Genetic Counseling: a communication process helping people understand and adapt to the medical, psychological and familial implications of genetic contributions to the disease.

All screening and diagnostic tests should have pre- & post-test counselling with clinical evaluation and family history

Screening Tests

Carrier Screening: Identifies a person carrying one copy of a gene mutation.
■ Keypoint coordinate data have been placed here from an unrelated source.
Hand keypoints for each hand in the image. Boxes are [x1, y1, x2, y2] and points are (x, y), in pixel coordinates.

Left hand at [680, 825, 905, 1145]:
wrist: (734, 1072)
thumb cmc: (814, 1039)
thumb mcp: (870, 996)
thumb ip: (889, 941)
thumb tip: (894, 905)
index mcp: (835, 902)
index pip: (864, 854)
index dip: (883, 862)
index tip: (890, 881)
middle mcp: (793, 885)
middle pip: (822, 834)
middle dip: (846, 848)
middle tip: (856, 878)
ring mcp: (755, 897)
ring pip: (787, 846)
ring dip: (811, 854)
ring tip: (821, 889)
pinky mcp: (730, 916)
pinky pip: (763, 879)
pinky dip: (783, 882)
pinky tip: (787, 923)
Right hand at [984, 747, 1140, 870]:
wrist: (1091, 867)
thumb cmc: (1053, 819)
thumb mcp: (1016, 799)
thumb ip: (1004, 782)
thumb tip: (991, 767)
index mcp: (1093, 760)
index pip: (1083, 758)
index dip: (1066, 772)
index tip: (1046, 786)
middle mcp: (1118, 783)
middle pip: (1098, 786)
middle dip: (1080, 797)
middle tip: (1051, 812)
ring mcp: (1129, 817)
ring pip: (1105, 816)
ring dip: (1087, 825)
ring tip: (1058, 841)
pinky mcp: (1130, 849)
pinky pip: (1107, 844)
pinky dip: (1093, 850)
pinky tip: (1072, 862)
It is offered to someone with a family history of a disorder or belongs to a particular ethnic group which is prone to a specific disorder. The test can determine the inheritance risk to the progeny.

Predictive screening: Detects gene mutations associated with adult genetic disorders present in the family. Patient may be asymptomatic at the time of testing, but his susceptibility can be found out and decisions about lifestyle amendments and management / medication can be made.

Prenatal screening: Suggests likely changes in genetic meterial. Needs a confirmatory test before any irreversible action.

Pre-implantation screening: comprises a group of genetic assays used to evaluate embryos before transfer to the uterus.

• PGT – A : Identifies whole numerical chromosomal abnormalities (aneuploidies).
• PGT – STR : Detects structural chromosomal rearrangements / abnormalities.
• PGT-M – For single gene disorders

New-born screening: performed within 24-48 hours of birth to 6 months of age. Detects many conditions allowing treatments / interventions to prevent severe irreversible disability including mental sub normalcy or even death.

• Heel prick – A few drops of blood are collected by heel prick on a special filter paper to detect inborn errors of metabolism and it can be couriered to the lab.
• Heart – Detects critical congenital heart defects with pulse oximetry and sensors.
• Hearing – Detects hearing loss with the help of tiny earphones by checking the baby’s responses to sound.
• Vision - Detects abnormalities with a torchlight examination of the external structures, and red reflex testing or wide-field digital imaging for internal structures leading to severe visual impairment or permanent vision loss if left untreated.

Diagnostic Tests

It can confirm the said disorder. It helps making choices about treatment and care. It may need parental testing to determine inheritance risk to progeny. Other family members can decide if they want to be tested too.